History of Present illness:
Patient was apparently asymptomatic 3 months ago then he developed chest pain on the left side which is insidious in onset, gradually progressive and is of dragging type,non radiating. It is aggravated during walking or doing some work and relieved on taking rest.
Patient complaints of difficulty in breathing since 3 months which was intermittent initially and is increased during the past 15 days.(MRCC- grade 1) Breathlessness is present after waking up from bed and then it decreases after some time. It is aggravated when the patient lies down in left lateral position and relieved when the patient lies down in right lateral position and upon sitting.
It was also associated with cough since 3 months which is intermittent and not associated with sputum.
Associated with fever since 3 months which is intermittent in nature and is of low grade, not associated with chills and rigor. It subsides on its own and patient did not use any medications.
Patient also complaints of fatigue since 2 months.
With these complaints he went to the local hospital and also consulted orthopaedician where no abnormality detected.
Later he went to another hospital where his chest x-ray and CT scan were done. Then he was admitted in the hospital for 7-10 days where he was given O2 supplementation and saline infusion. Then his symptoms got relieved and he was discharged.
After 10 days of discharge, he again developed chest pain on the left side, so he consulted another doctor where he was diagnosed with hydropneumothorax.
Chest pain and difficulty in breathing increased during the last 15 days hence he came to our hospital.
There is no history of PND,orthopnea,palpitations,vomitings, hempotysis, or trauma.
Past history:
Time line of events--
Patient is not a known case of HTN, DM, TB, asthma, epilepsy, CAD and any thyroid abnormalities.
Personal history:
Appetite - normal
Diet - mixed
Bowel and bladder- normal micturition , complaints of constipation since 2 years.
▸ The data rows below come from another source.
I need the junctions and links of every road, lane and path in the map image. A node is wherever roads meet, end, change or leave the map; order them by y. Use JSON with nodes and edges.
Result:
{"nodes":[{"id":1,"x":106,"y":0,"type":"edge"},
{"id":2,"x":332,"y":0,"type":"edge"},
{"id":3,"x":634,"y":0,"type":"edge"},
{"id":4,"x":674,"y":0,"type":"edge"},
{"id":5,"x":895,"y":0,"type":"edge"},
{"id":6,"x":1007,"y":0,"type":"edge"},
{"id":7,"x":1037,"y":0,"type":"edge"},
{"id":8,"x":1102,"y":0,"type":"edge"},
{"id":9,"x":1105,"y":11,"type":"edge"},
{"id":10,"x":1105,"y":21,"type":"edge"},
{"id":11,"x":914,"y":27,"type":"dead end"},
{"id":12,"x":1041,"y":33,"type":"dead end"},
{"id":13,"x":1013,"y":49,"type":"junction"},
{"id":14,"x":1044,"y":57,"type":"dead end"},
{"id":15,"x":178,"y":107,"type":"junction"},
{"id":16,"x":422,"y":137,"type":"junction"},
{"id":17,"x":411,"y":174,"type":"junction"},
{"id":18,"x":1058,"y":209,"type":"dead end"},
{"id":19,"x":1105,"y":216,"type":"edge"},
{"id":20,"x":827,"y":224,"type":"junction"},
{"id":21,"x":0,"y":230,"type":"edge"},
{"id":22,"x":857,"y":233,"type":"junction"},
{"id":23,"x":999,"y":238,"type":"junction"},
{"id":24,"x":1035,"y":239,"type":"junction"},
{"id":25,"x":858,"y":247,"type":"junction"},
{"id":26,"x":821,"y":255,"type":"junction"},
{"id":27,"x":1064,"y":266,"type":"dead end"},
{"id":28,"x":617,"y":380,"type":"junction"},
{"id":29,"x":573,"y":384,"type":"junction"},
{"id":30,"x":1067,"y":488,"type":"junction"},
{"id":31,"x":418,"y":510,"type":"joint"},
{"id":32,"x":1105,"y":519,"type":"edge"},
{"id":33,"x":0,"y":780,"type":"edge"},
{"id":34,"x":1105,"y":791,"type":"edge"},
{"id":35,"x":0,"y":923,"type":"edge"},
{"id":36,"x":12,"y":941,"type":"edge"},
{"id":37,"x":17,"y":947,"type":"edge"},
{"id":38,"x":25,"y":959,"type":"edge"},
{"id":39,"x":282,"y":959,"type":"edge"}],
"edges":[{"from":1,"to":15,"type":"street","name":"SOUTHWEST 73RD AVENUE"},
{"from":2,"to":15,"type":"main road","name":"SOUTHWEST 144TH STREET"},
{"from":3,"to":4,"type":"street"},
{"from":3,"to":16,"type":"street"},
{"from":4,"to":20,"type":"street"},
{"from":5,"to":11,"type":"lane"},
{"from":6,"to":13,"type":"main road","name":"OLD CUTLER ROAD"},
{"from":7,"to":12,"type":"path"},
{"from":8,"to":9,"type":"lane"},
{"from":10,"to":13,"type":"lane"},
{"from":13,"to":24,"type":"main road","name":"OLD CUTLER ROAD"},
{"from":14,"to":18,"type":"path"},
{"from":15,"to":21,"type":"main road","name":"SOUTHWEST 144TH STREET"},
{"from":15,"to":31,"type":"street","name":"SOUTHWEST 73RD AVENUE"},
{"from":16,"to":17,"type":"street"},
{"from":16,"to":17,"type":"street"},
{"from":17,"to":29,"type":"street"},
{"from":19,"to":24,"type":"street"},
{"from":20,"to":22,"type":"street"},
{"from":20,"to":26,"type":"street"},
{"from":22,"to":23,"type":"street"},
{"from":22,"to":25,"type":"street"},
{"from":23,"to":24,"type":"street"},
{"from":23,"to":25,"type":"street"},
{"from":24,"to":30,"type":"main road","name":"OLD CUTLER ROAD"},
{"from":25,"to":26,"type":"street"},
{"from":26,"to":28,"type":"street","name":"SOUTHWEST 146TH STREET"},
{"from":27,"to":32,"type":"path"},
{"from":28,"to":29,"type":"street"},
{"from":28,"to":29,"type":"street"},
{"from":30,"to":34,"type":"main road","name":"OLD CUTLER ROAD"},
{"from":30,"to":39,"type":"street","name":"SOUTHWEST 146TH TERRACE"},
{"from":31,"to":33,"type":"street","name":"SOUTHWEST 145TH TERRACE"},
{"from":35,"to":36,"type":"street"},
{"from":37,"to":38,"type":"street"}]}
Passage of hard stools for every 3-4 days.
Sleep- adequate.
Addictions- No
Allergies - No
Family history:
No significant family history.
General examination:
Patient is examined in a well lit room with informed consent
Pateint is conscious, coherent,co operative well oriented to time, place and person. he is moderately built and moderately nourished.
Pallor: present
No icterus, cyanosis, clubbing, generalised lymphadenopathy, edema.
Vitals:
PR- 76bpm
RR- 18 cpm
BP-110/70 mmhg measured in sitting postion in the right arm
Temperature -98.6 F
Spo2- 96% on room air
Systemic examination -
Respiratory system
Inspection:
Shape - elliptical
No tracheal deviation
Chest bilaterally symmetrical
Expansion of chest- normal
Breathing is abdominal thoracic
Use of accessory muscles - no
No dilated veins,pulsations,scars, sinuses.
No drooping of shoulder.
Palpation:
There is no local rise of temperature and tenderness
All the Inspectory findings are confirmed
trachea- present centrally
Apex beat- 5th intercoastal space, 1 cm lateral to midclavicular line.
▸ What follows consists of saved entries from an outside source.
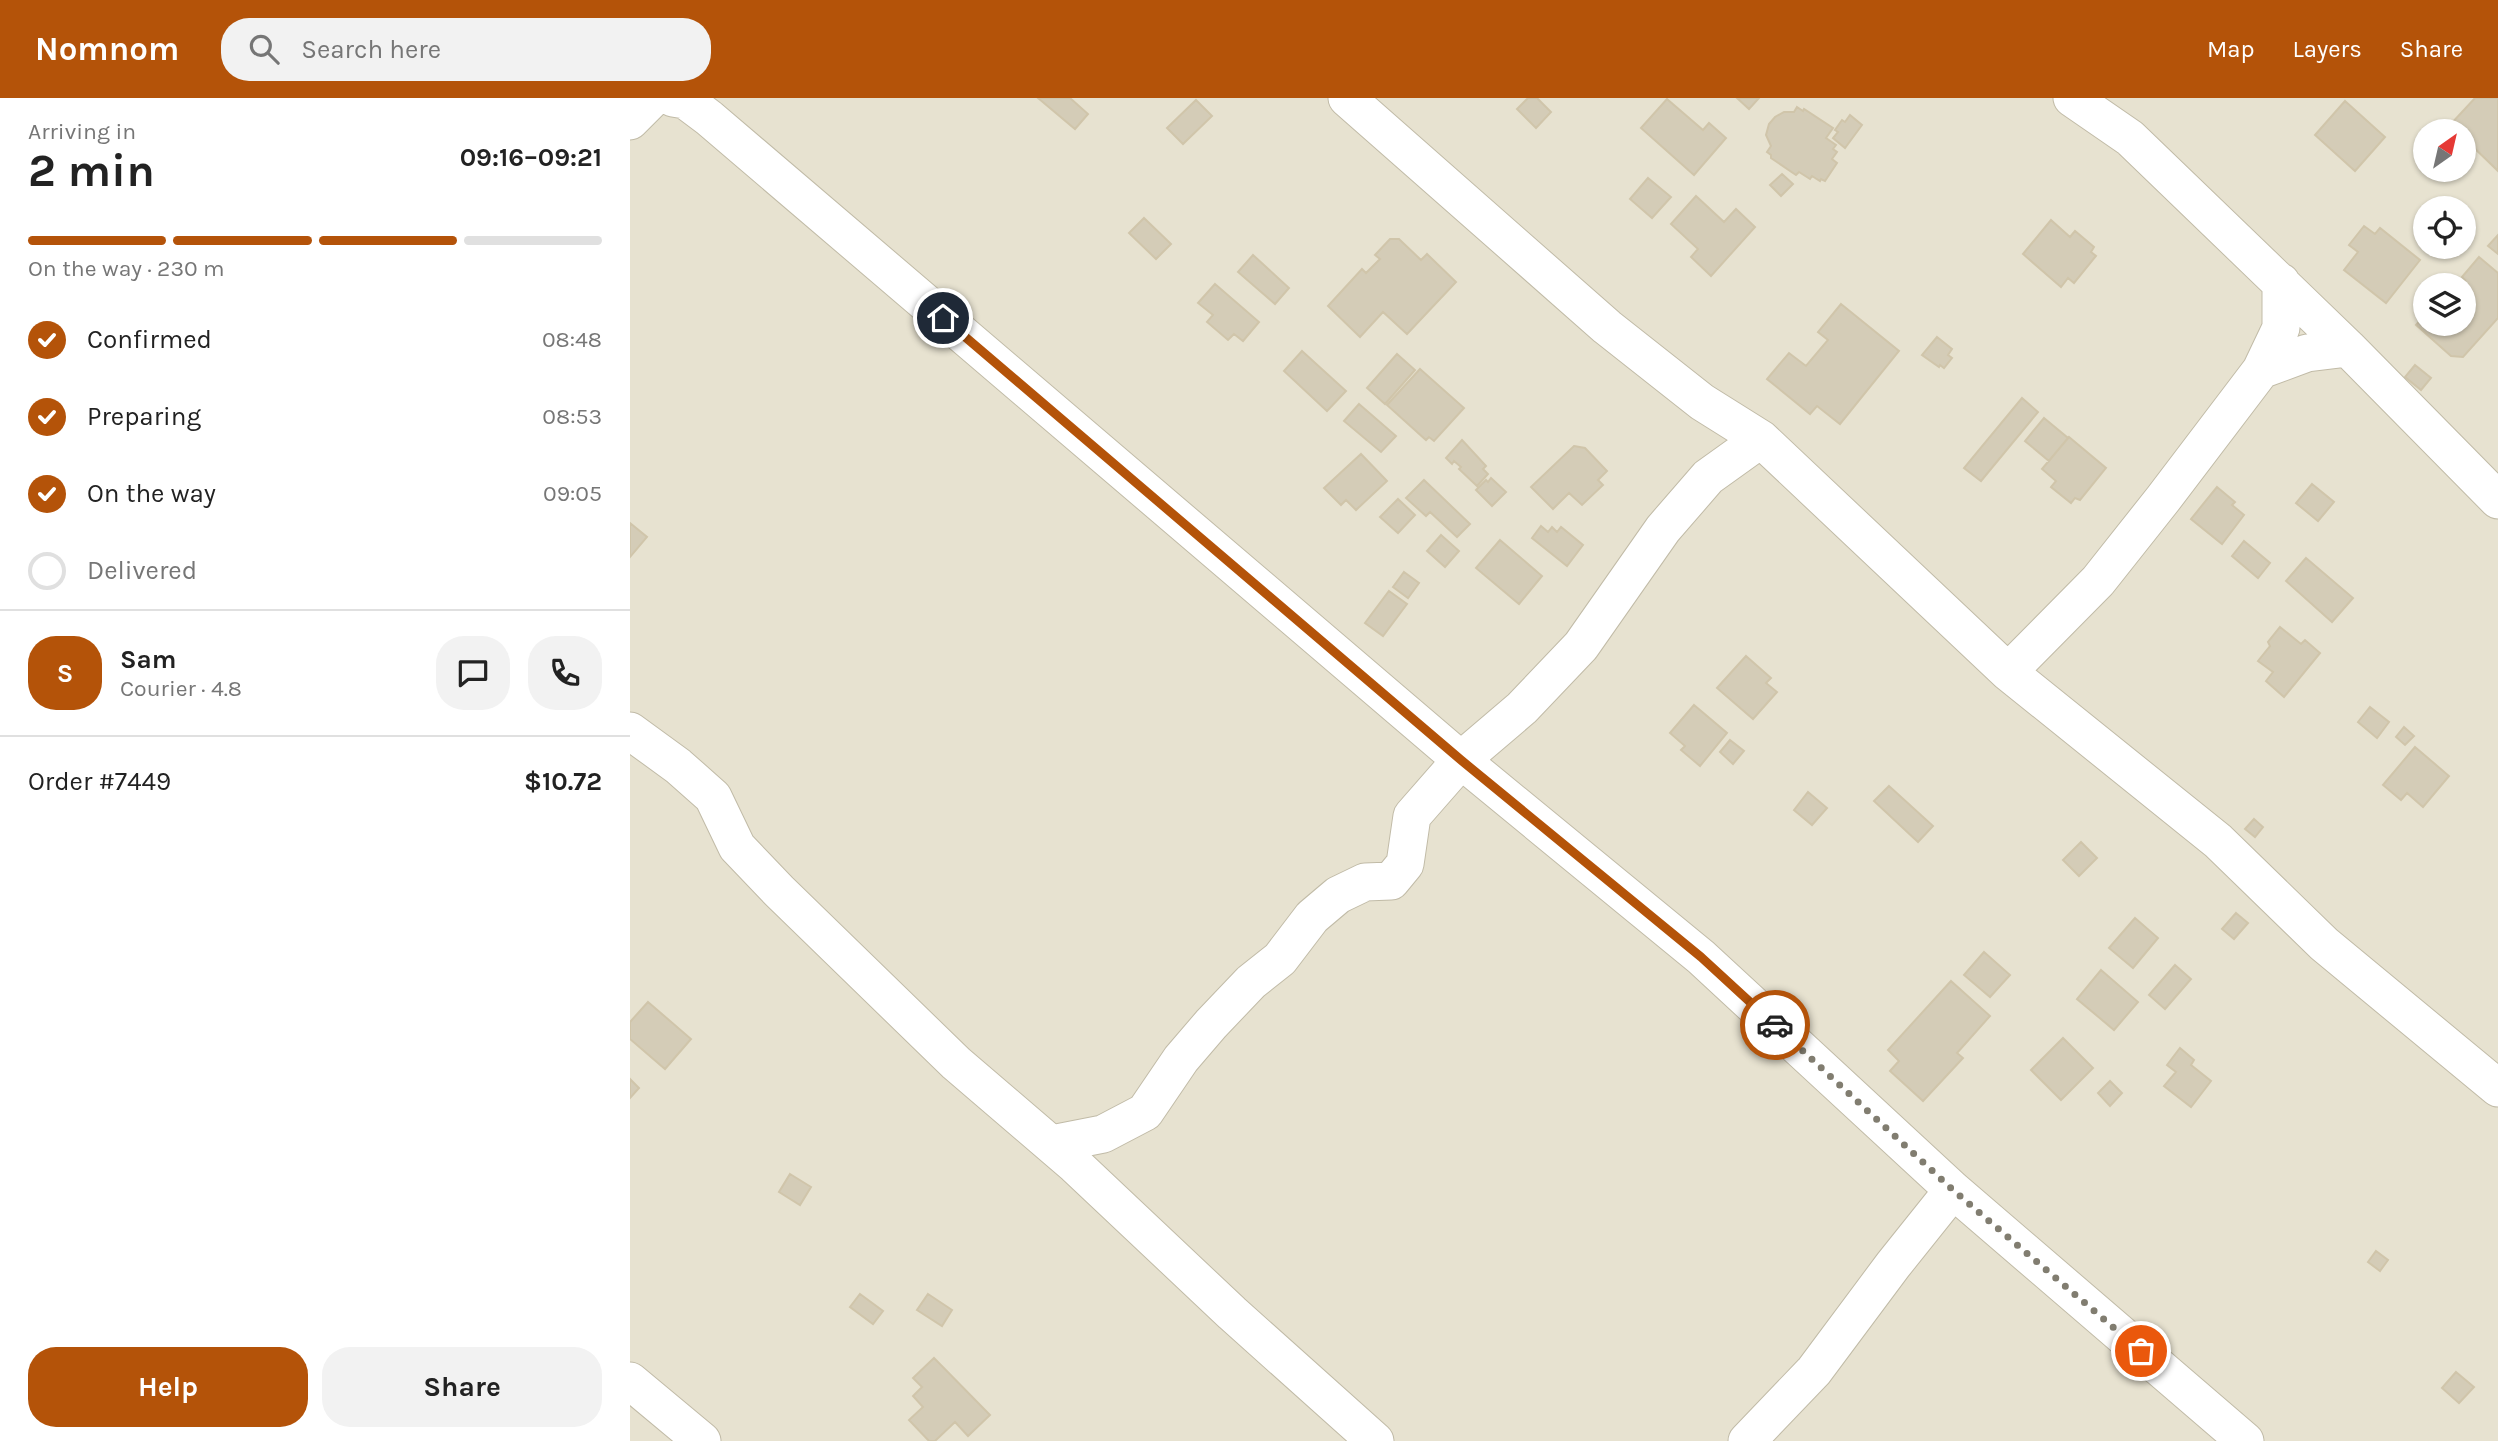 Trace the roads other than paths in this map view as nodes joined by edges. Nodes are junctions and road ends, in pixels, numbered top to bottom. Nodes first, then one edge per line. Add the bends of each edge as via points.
1 (653, 98) edge
2 (673, 98) edge
3 (1347, 98) edge
4 (2071, 98) edge
5 (630, 121) edge
6 (2281, 282) junction
7 (2348, 348) junction
8 (2261, 370) junction
9 (1761, 439) junction
10 (2498, 500) edge
11 (2008, 672) junction
12 (630, 732) edge
13 (1461, 760) junction
14 (2498, 1087) edge
15 (1052, 1144) junction
16 (1953, 1190) junction
17 (630, 1381) edge
18 (702, 1441) edge
19 (1375, 1441) edge
20 (1747, 1441) edge
21 (2245, 1441) edge

1 - 5 street
2 - 13 street via 685,100 709,118
3 - 9 street via 1607,327 1702,402
4 - 6 street via 2130,138
6 - 7 street
6 - 8 street via 2281,328
7 - 8 street via 2307,353
7 - 10 street
8 - 11 street via 2098,581
9 - 11 street
9 - 13 street via 1708,477 1663,529 1581,646 1522,708
11 - 14 street via 2218,841 2324,944
12 - 15 street via 713,797 737,847 779,891 956,1063
13 - 15 street via 1412,816 1405,864 1391,880 1365,882 1338,895 1312,918 1280,959 1211,1024 1145,1112 1102,1134
13 - 16 street via 1701,957
15 - 19 street
16 - 20 street via 1814,1371
16 - 21 street
17 - 18 street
Vocal fremitus- decreased on left side in infraaxillary and infrascapular region.
Measurements:
Anteroposterior length: 20cm
Transverse length: 28cm
Right hemithorax: 38cm
Left hemithorax: 36cm
Circumference: 74cm
Percussion:
Dull note heard at the left infraaxillary and infrascapular areas
Liver dullness from right 5th intercostal space
Auscultation:
Bilateral air entry present.
Vesicular breath sounds heard.
Decreased intensity of breathe sounds heard in infrascapular region and absent breathe sounds in left infraxillary area.
Vocal resonance: decreased in left infraaxillary and infrascapular areas.
ABDOMEN EXAMINATION
INSPECTION:
Shape – scaphoid
Flanks – full
Umbilicus –everted
All quadrants of abdomen are moving with respiration.
No dilated veins, sinuses, hernial orifices are free
No visible pulsations.
PALPATION:
No local rise of temperature and tenderness
All inspectory findings are confirmed.
No guarding, rigidity
Deep palpation- no organomegaly.
PERCUSSION:
There is no fluid thrill , shifting dullness.
Percussion of liver for liver span
Percussion of spleen- dull note
AUSCULTATION:
Bowel sounds are normal.
CARDIOVASCULAR SYSTEM
INSPECTION:
Chest wall - bilaterally symmetrical
No dilated veins, scars, sinuses
There is no precordial bulge
Apical impulse is present in left 5 th intercoastal space.
PALPATION:
Apical impulse is felt on the left 5th intercoastal space 2cm away from the midline.
No parasternal heave, thrills felt.
PERCUSSION:
Right and left heart borders percussed.
AUSCULTATION:
S1 and S2 heard , no added thrills and murmurs.
CENTRAL NERVOUS SYSTEM EXAMINATION.
HIGHER MENTAL FUNCTIONS:
Patient is Conscious, well oriented to time, place and person.
All cranial nerves - intact
Motor system
Right. Left
BULK
Upper limbs. N. N
Lower limbs N. N
TONE
Upper limbs. N. N
Lower limbs. N. N
POWER
Upper limbs. 5/5. 5/5
Lower limbs 5/5. 5/5
Superficial reflexes and deep reflexes are present , normal
Gait is normal
No involuntary movements
Sensory system - all sensations ( pain, touch, temperature, position, vibration sense) are well appreciated .
Provisional diagnosis:
Mild left sided hydropneumothorax
Investigations:
Chest x- ray: Resolved hydropneumothorax
USG report:
ECG:
Bronchoscopy:
Treatment:
On admission (4-6-2022)
1. High flow oxygen inhalation facemask
2. Plan for ICD placement
3. Monitor vitals.
4. ICD should be placed immediately for worsening of SOB.
5.Monitor vitals.
10-6-2022
Patient was sent for bronchoscopy.
After the procedure , patient was advised with-
1.NBM for 2 hours.
2. Sips of water was taken at 12:00 noon.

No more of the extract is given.